The opening pages of All Quiet on the Western Front emphasize how war dissolves individual men into a single, collective identity. Most fictional autobiographies are narrated in the first-person singular, as the protagonist recounts his or her development from a child into an adult subject. However, Paul begins his tale by speaking not about himself but about his unit, using the third-person plural pronoun “we.” From the beginning, Paul is assimilated into the mass—a mass, moreover, that has been reduced to bodily functions and animal appetites. The third-person plural resonates throughout this first chapter as the soldiers operate as a single unit, motivated by the same communal desires: “we were growing impatient,” “we got excited,” “we were in just the right mood.” The emotions that drive this group arise not from elevated sentiments but rather from the most fundamental animal needs. What unite the soldiers, the reader discovers, are not the head and the heart, but the stomach and the intestines—full bellies and general latrines.

In order to survive the horrors of war, Paul must perform a type of human sacrifice, eradicating his feelings and sensibilities so that all that remains is, as he puts it, a “human animal.” In Chapter Seven, Paul describes how he must distance himself from his emotions and rely solely on automatic, animal instincts. In war, that which makes a person human can cost a soldier his sanity, if not his life. As Paul puts it, emotions—the qualities that make up individual human experience—are “ornamental enough during peacetime.” A soldier must not only discard his immediate emotional reactions to survive, but he must also sever his ties to the past and plans for the future. The war becomes the focal point of his universe, and his identity before or after becomes an irrelevant distraction. The only things that matter on the battlefield are the immediate physical stimuli: blood, hunger, bullets, and pain.

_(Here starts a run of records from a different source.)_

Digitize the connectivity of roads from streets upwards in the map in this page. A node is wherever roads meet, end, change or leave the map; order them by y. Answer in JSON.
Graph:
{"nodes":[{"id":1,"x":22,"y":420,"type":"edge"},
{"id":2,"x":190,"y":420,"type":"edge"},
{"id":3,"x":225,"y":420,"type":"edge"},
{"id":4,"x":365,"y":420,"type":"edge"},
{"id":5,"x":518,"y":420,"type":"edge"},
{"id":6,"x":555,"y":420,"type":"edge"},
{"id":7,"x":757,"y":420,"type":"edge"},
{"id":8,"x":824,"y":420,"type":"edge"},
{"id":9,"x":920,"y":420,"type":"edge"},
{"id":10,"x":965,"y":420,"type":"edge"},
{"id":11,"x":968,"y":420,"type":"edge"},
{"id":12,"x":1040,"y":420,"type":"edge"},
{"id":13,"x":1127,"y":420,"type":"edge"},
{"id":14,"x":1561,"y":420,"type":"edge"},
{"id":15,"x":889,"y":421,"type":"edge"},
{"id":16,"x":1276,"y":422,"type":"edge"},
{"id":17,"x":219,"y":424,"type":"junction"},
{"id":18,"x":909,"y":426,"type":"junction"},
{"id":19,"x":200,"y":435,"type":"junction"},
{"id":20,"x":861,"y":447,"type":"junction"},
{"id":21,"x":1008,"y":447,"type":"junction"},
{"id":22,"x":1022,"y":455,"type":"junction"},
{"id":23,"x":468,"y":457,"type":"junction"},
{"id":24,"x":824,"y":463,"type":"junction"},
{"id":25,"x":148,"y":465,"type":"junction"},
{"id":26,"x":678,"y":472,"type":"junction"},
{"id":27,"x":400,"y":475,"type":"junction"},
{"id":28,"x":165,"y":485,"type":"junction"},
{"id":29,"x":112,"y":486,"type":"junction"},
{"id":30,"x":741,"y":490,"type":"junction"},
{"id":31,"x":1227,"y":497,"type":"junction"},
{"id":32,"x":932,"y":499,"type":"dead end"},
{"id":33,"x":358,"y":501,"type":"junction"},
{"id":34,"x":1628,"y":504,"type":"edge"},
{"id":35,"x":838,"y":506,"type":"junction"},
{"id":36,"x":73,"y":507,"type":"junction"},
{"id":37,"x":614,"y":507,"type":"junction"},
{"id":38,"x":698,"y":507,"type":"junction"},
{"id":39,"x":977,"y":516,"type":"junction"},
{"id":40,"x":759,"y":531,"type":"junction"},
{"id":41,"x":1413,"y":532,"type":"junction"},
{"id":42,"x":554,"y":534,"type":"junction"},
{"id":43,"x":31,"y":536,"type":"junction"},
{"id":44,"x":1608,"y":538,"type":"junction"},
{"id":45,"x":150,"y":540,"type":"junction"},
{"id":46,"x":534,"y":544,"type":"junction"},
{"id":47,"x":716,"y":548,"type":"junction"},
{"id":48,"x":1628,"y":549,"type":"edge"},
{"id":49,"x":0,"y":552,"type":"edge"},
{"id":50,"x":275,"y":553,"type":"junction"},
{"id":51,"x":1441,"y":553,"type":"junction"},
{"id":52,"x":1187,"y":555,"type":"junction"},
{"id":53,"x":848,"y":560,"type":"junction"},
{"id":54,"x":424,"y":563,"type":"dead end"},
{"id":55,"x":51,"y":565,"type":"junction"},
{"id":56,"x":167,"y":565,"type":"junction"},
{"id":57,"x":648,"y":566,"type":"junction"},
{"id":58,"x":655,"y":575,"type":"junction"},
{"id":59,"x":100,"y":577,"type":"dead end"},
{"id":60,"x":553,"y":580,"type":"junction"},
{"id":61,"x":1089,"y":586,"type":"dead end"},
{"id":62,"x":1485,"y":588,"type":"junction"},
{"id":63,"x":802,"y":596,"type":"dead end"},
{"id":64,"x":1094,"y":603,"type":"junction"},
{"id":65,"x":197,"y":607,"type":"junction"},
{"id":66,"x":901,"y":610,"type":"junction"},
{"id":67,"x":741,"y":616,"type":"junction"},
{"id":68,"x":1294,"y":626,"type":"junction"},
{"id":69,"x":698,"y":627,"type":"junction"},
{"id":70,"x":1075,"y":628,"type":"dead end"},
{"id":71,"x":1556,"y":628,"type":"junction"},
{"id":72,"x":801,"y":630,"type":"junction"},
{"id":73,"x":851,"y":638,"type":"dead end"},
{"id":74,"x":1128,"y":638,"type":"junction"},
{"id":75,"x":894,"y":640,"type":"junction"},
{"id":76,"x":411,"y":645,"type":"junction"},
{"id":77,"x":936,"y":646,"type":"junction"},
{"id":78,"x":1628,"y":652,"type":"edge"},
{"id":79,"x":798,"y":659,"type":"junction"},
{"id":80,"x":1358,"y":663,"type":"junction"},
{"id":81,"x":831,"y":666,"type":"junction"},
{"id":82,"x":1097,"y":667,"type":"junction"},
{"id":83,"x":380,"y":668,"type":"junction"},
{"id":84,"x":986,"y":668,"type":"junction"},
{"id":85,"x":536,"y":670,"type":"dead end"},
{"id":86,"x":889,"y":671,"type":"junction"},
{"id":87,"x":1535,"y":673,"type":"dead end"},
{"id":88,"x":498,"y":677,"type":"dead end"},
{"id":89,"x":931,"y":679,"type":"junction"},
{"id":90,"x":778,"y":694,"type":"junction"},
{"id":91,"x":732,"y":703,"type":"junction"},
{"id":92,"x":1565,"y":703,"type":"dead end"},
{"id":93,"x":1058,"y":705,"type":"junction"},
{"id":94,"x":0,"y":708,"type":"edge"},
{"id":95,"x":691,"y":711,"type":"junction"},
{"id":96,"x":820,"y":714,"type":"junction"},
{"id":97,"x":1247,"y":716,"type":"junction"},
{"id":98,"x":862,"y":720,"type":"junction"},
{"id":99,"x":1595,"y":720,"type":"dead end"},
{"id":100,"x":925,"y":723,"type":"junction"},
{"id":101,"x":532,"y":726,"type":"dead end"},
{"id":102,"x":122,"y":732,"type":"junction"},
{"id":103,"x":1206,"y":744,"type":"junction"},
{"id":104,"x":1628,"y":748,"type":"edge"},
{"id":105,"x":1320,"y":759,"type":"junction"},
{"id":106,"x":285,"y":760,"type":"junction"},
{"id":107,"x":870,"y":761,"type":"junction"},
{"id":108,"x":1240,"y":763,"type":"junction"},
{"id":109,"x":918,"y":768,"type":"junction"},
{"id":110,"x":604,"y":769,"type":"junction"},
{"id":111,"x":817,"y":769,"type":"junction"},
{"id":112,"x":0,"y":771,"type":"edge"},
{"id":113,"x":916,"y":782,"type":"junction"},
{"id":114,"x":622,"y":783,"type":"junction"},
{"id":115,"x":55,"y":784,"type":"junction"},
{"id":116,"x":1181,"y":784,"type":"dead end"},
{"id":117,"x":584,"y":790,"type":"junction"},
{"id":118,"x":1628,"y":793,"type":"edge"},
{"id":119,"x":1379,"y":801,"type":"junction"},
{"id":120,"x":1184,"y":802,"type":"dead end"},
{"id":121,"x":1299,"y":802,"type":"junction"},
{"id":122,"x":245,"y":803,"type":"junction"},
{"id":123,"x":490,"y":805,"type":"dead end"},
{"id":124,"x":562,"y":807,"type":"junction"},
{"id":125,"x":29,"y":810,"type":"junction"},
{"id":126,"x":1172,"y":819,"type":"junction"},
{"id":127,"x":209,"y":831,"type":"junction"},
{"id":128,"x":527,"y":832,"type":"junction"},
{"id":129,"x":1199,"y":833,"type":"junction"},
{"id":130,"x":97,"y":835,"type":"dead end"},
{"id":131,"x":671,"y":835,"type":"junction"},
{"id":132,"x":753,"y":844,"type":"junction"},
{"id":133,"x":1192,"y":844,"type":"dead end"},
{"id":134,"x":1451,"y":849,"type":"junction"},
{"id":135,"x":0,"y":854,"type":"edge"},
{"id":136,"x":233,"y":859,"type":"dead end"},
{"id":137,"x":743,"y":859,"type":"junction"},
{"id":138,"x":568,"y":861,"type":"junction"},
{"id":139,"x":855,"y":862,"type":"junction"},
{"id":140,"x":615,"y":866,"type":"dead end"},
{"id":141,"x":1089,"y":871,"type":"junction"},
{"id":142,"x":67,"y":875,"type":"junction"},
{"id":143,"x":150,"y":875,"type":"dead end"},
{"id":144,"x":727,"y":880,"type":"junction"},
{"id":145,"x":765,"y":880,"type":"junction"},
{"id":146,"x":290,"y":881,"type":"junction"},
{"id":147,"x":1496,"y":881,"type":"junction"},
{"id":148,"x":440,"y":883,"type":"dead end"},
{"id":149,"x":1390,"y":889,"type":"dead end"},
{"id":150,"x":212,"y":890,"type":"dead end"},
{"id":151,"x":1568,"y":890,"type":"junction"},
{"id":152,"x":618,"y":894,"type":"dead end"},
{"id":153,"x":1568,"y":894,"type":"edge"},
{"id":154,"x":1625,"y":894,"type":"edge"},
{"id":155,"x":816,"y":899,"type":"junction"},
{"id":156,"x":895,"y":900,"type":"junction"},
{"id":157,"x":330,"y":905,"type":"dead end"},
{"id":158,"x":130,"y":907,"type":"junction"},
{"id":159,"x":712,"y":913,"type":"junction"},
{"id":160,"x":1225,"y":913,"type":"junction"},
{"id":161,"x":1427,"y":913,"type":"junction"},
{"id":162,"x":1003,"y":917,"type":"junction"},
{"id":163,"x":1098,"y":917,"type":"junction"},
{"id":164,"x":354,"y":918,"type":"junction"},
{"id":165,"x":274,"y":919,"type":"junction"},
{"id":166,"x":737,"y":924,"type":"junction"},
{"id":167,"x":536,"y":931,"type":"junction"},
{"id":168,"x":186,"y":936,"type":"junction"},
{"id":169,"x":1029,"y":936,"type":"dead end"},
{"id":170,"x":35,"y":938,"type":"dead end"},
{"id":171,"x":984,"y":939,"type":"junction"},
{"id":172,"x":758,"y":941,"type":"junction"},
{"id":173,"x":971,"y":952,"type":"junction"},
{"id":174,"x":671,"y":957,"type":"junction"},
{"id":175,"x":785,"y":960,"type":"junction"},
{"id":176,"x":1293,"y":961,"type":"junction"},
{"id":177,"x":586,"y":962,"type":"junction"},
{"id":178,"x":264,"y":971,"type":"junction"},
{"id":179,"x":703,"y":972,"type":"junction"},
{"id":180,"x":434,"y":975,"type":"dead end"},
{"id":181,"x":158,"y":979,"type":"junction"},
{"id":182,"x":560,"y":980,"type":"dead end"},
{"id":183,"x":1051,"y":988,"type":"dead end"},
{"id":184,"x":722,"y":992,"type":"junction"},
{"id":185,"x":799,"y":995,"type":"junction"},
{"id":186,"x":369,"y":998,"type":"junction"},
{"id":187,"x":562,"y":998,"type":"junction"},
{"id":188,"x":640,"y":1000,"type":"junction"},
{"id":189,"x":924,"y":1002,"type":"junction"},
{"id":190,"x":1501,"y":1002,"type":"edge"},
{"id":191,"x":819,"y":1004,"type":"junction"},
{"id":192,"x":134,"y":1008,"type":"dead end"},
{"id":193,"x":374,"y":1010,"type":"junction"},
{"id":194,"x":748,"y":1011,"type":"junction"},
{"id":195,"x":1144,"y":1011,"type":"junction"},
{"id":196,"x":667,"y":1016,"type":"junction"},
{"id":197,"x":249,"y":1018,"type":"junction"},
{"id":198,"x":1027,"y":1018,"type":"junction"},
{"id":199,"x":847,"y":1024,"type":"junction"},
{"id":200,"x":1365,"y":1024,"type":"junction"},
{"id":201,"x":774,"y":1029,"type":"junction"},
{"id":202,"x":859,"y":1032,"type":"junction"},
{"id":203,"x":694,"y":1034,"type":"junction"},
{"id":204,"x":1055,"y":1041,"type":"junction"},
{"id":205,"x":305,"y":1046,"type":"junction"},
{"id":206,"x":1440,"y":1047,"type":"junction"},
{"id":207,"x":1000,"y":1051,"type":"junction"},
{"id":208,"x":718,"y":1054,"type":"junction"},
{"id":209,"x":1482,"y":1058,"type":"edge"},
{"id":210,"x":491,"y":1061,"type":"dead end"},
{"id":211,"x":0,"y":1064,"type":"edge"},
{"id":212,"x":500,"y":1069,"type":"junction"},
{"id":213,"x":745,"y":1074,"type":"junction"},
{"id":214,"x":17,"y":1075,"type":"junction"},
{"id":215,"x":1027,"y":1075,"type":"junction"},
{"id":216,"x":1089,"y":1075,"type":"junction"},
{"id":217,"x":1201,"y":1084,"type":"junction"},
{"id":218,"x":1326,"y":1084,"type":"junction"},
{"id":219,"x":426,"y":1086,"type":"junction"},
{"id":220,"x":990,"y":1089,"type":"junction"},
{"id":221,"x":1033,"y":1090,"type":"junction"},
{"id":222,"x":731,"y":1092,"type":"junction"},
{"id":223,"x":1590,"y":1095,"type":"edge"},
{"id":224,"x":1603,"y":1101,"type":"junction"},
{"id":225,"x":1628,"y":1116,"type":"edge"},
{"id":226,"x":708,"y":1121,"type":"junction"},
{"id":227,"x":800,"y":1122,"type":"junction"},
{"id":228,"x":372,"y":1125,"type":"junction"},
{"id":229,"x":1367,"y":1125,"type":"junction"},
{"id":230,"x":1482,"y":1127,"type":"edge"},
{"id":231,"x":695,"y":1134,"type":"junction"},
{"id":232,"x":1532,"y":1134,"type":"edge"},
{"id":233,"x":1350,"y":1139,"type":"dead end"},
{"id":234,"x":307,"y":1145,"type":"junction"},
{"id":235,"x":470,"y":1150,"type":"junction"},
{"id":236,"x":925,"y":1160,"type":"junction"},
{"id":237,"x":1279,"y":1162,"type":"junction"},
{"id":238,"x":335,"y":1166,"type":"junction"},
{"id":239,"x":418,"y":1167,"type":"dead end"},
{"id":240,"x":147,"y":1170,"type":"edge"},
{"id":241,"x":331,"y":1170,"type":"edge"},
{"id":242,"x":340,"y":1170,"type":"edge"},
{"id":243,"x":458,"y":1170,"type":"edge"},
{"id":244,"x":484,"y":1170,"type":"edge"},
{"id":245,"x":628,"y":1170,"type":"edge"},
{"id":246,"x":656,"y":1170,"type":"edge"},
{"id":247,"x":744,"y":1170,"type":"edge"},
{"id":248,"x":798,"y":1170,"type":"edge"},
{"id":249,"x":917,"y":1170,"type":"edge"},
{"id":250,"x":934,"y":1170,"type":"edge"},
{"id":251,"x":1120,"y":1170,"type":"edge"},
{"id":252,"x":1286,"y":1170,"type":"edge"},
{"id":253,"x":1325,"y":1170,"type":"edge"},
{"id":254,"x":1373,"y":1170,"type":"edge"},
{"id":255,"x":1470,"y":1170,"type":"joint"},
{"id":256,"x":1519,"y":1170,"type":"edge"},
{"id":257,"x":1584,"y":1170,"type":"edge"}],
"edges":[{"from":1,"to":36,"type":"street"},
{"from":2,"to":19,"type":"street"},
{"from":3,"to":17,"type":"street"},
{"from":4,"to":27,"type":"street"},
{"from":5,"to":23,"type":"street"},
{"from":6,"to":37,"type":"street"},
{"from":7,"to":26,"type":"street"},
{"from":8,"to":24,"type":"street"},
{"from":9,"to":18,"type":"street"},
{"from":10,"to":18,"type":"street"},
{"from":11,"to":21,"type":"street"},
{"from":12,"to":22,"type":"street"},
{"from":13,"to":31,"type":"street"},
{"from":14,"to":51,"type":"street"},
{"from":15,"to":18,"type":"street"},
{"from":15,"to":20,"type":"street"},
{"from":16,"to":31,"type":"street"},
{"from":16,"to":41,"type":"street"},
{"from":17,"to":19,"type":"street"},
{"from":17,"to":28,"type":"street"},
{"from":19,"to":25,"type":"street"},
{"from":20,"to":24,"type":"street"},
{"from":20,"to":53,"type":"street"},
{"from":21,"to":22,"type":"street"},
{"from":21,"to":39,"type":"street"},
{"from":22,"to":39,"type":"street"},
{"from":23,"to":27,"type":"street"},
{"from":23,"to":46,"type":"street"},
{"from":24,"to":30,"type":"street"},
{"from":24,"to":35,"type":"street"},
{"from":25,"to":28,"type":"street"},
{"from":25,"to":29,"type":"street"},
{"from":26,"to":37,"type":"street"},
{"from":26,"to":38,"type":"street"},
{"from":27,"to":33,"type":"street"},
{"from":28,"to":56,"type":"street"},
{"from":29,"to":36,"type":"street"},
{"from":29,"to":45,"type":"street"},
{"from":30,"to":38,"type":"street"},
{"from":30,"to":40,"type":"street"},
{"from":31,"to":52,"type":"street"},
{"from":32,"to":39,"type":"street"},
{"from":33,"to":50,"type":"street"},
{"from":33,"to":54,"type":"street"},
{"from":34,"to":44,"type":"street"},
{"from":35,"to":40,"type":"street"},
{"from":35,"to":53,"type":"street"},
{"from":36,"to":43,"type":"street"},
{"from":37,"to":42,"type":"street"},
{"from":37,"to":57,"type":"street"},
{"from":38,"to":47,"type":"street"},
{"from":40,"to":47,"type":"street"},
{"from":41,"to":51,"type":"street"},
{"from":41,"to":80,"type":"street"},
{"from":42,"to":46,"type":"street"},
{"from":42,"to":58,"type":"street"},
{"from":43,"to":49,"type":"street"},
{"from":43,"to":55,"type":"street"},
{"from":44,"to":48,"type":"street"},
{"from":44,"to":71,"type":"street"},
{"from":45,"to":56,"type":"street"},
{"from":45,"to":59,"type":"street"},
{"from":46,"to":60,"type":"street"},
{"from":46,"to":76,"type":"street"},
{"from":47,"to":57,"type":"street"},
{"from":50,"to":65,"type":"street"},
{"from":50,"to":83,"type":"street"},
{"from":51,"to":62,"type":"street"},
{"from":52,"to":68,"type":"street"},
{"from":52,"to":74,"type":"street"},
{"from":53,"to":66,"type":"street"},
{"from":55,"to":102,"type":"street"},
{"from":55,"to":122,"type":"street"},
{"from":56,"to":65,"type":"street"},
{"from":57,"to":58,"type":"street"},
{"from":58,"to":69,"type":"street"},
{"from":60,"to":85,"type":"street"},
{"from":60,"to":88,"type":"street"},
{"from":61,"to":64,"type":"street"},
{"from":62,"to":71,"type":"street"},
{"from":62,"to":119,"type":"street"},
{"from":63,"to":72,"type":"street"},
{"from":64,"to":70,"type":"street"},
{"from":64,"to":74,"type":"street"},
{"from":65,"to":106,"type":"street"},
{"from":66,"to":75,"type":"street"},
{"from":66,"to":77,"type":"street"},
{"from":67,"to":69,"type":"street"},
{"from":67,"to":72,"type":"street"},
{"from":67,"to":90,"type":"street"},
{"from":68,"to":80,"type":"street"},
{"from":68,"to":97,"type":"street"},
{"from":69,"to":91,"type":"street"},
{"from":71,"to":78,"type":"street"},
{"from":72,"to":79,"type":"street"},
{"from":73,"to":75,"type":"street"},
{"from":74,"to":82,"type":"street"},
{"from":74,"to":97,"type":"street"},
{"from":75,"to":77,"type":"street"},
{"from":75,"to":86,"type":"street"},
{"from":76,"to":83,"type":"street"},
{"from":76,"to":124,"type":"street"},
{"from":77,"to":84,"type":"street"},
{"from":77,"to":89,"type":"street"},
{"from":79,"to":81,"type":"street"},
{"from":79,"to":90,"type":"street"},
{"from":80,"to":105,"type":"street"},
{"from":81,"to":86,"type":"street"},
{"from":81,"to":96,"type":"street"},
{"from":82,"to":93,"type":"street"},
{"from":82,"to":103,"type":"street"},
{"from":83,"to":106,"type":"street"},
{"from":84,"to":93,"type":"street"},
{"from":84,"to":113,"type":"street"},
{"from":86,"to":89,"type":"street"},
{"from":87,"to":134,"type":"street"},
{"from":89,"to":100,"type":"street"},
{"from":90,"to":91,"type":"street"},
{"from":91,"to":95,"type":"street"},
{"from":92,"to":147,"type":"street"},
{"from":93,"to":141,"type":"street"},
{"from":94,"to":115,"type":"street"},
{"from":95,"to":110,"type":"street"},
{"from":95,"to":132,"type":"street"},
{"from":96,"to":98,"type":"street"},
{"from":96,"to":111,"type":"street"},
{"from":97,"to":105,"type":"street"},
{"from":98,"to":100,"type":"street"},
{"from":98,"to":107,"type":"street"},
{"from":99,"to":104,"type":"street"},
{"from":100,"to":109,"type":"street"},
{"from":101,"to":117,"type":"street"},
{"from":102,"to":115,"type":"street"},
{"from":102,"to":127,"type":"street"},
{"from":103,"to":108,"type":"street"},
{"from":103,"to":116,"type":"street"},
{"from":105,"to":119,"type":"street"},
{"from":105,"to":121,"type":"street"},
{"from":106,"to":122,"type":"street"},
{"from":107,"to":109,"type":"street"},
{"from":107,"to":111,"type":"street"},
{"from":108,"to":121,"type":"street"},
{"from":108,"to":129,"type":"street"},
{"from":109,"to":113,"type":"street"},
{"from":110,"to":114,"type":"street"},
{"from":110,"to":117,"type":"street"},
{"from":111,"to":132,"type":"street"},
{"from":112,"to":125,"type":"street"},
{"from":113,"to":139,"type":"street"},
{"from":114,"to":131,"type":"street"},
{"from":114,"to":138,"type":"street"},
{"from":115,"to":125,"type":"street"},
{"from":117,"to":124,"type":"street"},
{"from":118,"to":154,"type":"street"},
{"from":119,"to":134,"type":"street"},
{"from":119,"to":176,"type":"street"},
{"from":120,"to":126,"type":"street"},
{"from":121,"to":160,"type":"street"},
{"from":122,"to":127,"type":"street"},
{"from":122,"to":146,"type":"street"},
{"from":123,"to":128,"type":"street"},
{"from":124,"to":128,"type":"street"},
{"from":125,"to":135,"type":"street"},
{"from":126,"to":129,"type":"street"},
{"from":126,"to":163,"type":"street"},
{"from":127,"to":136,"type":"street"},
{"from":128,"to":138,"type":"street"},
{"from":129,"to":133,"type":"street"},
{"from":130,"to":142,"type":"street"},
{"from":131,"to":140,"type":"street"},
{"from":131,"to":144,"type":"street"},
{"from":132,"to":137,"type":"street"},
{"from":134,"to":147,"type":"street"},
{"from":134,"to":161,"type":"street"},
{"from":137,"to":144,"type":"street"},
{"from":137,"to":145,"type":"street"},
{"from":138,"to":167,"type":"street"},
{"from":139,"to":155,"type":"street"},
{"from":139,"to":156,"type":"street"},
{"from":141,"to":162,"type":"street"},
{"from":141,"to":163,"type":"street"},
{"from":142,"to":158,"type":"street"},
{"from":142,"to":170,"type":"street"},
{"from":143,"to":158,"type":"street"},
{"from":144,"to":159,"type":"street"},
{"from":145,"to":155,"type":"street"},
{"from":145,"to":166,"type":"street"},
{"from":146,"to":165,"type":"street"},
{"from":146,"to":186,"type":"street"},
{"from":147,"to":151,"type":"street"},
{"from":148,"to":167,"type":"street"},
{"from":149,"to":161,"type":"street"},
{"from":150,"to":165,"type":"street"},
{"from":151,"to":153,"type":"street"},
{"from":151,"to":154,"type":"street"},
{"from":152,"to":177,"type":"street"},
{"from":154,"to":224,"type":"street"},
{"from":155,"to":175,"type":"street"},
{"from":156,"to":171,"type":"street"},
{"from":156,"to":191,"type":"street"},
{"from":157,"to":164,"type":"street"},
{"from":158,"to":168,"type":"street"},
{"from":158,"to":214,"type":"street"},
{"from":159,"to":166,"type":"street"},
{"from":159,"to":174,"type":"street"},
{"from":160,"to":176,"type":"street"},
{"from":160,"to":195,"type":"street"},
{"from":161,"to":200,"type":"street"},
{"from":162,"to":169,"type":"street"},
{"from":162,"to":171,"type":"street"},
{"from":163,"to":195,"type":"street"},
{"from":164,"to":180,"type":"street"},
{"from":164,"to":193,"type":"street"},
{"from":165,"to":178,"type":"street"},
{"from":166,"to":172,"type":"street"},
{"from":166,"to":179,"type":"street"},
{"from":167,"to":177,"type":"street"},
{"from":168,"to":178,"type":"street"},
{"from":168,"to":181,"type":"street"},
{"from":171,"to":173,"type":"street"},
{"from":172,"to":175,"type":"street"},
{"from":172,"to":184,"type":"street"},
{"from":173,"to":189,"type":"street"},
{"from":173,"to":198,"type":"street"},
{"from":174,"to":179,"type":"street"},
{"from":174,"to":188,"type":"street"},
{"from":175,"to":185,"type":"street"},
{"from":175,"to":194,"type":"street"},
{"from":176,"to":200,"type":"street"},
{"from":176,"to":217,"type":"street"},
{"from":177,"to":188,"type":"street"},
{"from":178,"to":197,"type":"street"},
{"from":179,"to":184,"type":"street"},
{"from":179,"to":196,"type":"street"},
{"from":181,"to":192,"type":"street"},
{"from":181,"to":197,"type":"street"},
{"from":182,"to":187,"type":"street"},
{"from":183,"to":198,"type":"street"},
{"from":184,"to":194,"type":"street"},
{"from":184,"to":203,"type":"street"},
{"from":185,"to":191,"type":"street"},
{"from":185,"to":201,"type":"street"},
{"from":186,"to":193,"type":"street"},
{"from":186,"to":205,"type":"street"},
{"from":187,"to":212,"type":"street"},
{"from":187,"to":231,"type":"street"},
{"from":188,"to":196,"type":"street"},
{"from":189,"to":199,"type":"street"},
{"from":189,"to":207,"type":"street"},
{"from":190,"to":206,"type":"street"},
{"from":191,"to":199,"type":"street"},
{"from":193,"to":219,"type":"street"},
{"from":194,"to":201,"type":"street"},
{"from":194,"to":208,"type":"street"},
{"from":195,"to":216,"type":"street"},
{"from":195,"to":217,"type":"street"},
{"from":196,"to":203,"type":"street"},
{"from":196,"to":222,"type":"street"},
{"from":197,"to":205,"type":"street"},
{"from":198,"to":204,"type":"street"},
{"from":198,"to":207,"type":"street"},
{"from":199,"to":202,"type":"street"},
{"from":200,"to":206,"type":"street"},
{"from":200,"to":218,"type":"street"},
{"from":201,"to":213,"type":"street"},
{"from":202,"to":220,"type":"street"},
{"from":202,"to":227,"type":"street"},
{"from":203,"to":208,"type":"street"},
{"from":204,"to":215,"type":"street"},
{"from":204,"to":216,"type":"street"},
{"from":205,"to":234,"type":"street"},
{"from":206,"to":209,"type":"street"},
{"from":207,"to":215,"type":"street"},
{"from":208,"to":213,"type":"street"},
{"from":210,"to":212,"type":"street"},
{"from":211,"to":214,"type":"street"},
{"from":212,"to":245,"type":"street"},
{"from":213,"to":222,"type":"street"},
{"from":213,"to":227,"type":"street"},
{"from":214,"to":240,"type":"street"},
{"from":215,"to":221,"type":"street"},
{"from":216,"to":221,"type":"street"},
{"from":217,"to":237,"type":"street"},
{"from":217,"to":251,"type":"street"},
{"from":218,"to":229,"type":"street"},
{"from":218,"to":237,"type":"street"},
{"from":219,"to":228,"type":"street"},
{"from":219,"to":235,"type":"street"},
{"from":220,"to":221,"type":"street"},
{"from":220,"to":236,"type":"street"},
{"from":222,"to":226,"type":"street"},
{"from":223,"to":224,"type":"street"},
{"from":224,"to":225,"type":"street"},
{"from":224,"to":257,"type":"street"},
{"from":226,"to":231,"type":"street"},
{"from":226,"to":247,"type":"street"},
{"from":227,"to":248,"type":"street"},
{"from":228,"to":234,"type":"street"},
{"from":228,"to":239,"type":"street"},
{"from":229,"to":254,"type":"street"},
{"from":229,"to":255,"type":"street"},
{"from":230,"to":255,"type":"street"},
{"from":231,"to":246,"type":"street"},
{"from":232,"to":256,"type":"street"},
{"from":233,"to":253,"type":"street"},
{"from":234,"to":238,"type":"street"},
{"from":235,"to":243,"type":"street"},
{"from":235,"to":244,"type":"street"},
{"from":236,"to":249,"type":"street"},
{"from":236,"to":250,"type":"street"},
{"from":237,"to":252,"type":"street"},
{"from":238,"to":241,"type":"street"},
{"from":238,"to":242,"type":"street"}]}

The soldiers are not only animal-like in the way that they reject human emotions and live completely in the present: The violent ways they struggle for power through the exercise of brute force also make them beastly. In explaining how a seemingly subservient postman like Himmelstoss could turn into such a bully as a drill-sergeant, Paul’s friend and fellow soldier, Kat, points out that the army’s power structure brings out the animals hidden within human beings. Human civilization is just a veneer, Kat argues, and humans have more in common with the animal kingdom than they would like to admit. When he participates in viciously swarming the unsuspecting Himmelstoss, Paul himself illustrates Kat’s point by engaging in behavior more appropriate to a savage herd animal than to a rational human individual.

If, as Kat argues, it is the structure of the army that is responsible for bringing out the soldiers’ collective-minded, animal side, then perhaps armistice will enable these men to recapture their individual humanities. Yet for Paul, the prospect of armistice does not seem to promise a return to the human community. Paul imagines that any return to civilized society will be a profoundly alienating experience, one in which “men will not understand” him and in which veterans of his generation will become “superfluous.” His war experience has excluded Paul from the general civilian community, and now the only form of community he can rely on is the animalism of his fellow soldiers. As Paul voices his fear that his generation will fail to “adapt” to the civilized world, his use of Darwinian language draws a final link between the human and animal kingdoms, suggesting that war not only turns the soldier from a human individual into an animal, but that by doing so it ineradicably alters the individual’s ability to relate to other humans.